Records from a data collection:
※ ※ ※
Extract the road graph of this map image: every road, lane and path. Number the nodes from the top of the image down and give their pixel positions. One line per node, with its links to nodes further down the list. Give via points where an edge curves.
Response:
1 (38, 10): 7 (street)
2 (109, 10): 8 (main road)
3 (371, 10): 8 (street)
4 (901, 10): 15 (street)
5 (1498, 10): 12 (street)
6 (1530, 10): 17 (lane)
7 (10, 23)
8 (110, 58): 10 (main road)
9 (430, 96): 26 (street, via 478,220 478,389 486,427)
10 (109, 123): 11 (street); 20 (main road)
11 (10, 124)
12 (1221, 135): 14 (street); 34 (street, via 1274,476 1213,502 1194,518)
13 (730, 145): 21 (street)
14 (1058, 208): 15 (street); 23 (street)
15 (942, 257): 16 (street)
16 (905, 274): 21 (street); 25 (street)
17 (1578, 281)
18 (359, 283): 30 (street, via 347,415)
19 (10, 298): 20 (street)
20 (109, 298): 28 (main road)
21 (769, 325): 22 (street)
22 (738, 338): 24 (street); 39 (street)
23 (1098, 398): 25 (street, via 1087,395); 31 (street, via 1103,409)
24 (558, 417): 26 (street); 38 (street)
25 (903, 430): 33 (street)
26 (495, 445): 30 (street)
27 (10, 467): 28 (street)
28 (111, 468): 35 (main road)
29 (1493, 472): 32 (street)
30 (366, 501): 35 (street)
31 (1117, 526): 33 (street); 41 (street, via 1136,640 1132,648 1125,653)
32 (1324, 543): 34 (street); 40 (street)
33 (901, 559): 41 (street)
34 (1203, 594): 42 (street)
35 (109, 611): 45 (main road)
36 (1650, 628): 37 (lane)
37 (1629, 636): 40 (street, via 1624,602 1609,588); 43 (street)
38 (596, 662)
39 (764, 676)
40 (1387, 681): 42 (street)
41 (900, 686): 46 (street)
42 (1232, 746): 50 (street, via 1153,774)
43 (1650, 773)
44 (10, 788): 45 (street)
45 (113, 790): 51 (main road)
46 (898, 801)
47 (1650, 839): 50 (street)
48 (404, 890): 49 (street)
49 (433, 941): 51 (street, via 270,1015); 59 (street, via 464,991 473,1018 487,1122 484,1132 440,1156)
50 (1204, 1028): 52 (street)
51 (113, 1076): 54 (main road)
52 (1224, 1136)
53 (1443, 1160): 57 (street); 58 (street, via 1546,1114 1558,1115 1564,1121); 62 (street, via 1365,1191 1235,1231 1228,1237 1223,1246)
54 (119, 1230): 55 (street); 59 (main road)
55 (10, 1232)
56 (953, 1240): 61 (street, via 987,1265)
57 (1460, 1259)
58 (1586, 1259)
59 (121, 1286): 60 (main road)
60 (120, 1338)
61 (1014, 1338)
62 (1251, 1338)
※ ※ ※
• _Task item_: Return the entries above in full and exactly as written.

• _Expected answer_:
Extract the road graph of this map image: every road, lane and path. Number the nodes from the top of the image down and give their pixel positions. One line per node, with its links to nodes further down the list. Give via points where an edge curves.
Response:
1 (38, 10): 7 (street)
2 (109, 10): 8 (main road)
3 (371, 10): 8 (street)
4 (901, 10): 15 (street)
5 (1498, 10): 12 (street)
6 (1530, 10): 17 (lane)
7 (10, 23)
8 (110, 58): 10 (main road)
9 (430, 96): 26 (street, via 478,220 478,389 486,427)
10 (109, 123): 11 (street); 20 (main road)
11 (10, 124)
12 (1221, 135): 14 (street); 34 (street, via 1274,476 1213,502 1194,518)
13 (730, 145): 21 (street)
14 (1058, 208): 15 (street); 23 (street)
15 (942, 257): 16 (street)
16 (905, 274): 21 (street); 25 (street)
17 (1578, 281)
18 (359, 283): 30 (street, via 347,415)
19 (10, 298): 20 (street)
20 (109, 298): 28 (main road)
21 (769, 325): 22 (street)
22 (738, 338): 24 (street); 39 (street)
23 (1098, 398): 25 (street, via 1087,395); 31 (street, via 1103,409)
24 (558, 417): 26 (street); 38 (street)
25 (903, 430): 33 (street)
26 (495, 445): 30 (street)
27 (10, 467): 28 (street)
28 (111, 468): 35 (main road)
29 (1493, 472): 32 (street)
30 (366, 501): 35 (street)
31 (1117, 526): 33 (street); 41 (street, via 1136,640 1132,648 1125,653)
32 (1324, 543): 34 (street); 40 (street)
33 (901, 559): 41 (street)
34 (1203, 594): 42 (street)
35 (109, 611): 45 (main road)
36 (1650, 628): 37 (lane)
37 (1629, 636): 40 (street, via 1624,602 1609,588); 43 (street)
38 (596, 662)
39 (764, 676)
40 (1387, 681): 42 (street)
41 (900, 686): 46 (street)
42 (1232, 746): 50 (street, via 1153,774)
43 (1650, 773)
44 (10, 788): 45 (street)
45 (113, 790): 51 (main road)
46 (898, 801)
47 (1650, 839): 50 (street)
48 (404, 890): 49 (street)
49 (433, 941): 51 (street, via 270,1015); 59 (street, via 464,991 473,1018 487,1122 484,1132 440,1156)
50 (1204, 1028): 52 (street)
51 (113, 1076): 54 (main road)
52 (1224, 1136)
53 (1443, 1160): 57 (street); 58 (street, via 1546,1114 1558,1115 1564,1121); 62 (street, via 1365,1191 1235,1231 1228,1237 1223,1246)
54 (119, 1230): 55 (street); 59 (main road)
55 (10, 1232)
56 (953, 1240): 61 (street, via 987,1265)
57 (1460, 1259)
58 (1586, 1259)
59 (121, 1286): 60 (main road)
60 (120, 1338)
61 (1014, 1338)
62 (1251, 1338)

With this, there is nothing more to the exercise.